Difference between revisions of "2023 AMC 12B Problems/Problem 23"

Revision as of 17:41, 15 November 2023

Solution

The product can be written as $\begin{align*} 2^a 3^b 4^c 5^d 6^e & = 2^{a + 2c + e} 3^{b + e} 5^d . \end{align*}$

Therefore, we need to find the number of ordered tuples $\left( a + 2c + e, b+e, d \right)$ where $a$ , $b$ , $c$ , $d$ , $e$ are non-negative integers satisfying $a+b+c+d+e \leq n$ . We denote this number as $f(n)$ .

Denote by $g \left( k \right)$ the number of ordered tuples $\left( a + 2c + e, b+e \right)$ where $\left( a, b, c, e \right) \in \Delta_k$ with $\Delta_k \triangleq \left\{ (a,b,c,e) \in \Bbb Z_+^4: a+b+c+e \leq k \right\}$ .

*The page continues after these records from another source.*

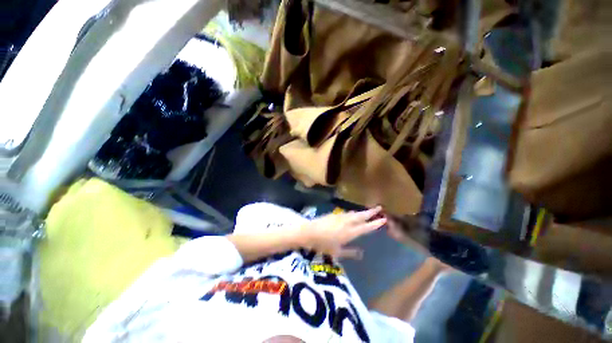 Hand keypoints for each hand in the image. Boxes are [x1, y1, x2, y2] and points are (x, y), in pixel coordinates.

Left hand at [298, 207, 386, 258]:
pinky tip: (352, 214)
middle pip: (361, 216)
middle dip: (371, 212)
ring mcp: (340, 217)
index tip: (384, 219)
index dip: (375, 223)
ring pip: (354, 213)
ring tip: (368, 211)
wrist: (309, 232)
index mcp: (350, 233)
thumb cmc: (323, 244)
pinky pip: (347, 213)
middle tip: (379, 208)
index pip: (366, 227)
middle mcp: (347, 222)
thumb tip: (361, 253)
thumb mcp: (337, 252)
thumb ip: (350, 252)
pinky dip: (353, 213)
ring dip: (362, 212)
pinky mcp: (334, 214)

Thus, $\begin{align*} f \left( n \right) & = \sum_{d = 0}^n g \left( n - d \right) \\ & = \sum_{k = 0}^n g \left( k \right) . \end{align*}$

Next, we compute $g \left( k \right)$ .

Denote $i = b + e$ . Thus, for each given $i$ , the range of $a + 2c + e$ is from 0 to $2 k - i$ . Thus, the number of $\left( a + 2c + e, b + e \right)$ is $\begin{align*} g \left( k \right) & = \sum_{i=0}^k \left( 2 k - i + 1 \right) \\ & = \frac{1}{2} \left( k + 1 \right) \left( 3 k + 2 \right) . \end{align*}$

Therefore, $\begin{align*} f \left( n \right) & = \sum_{k = 0}^n g \left( k \right) \\ & = \sum_{k=0}^n \frac{1}{2} \left( k + 1 \right) \left( 3 k + 2 \right) \\ & = \frac{3}{2} \sum_{k=0}^n \left( k + 1 \right)^2 - \frac{1}{2} \sum_{k=0}^n \left( k + 1 \right) \\ & = \frac{3}{2} \cdot \frac{1}{6} \left( n+1 \right) \left( n+2 \right) \left( 2n + 3 \right) - \frac{1}{2} \cdot \frac{1}{2} \left( n + 1 \right) \left( n + 2 \right) \\ & = \frac{1}{2} \left( n + 1 \right)^2 \left( n + 2 \right) . \end{align*}$

By solving $f \left( n \right) = 936$ , we get $n = \boxed{\textbf{(A) 11}}$ .

~Steven Chen (Professor Chen Education Palace, www.professorchenedu.com)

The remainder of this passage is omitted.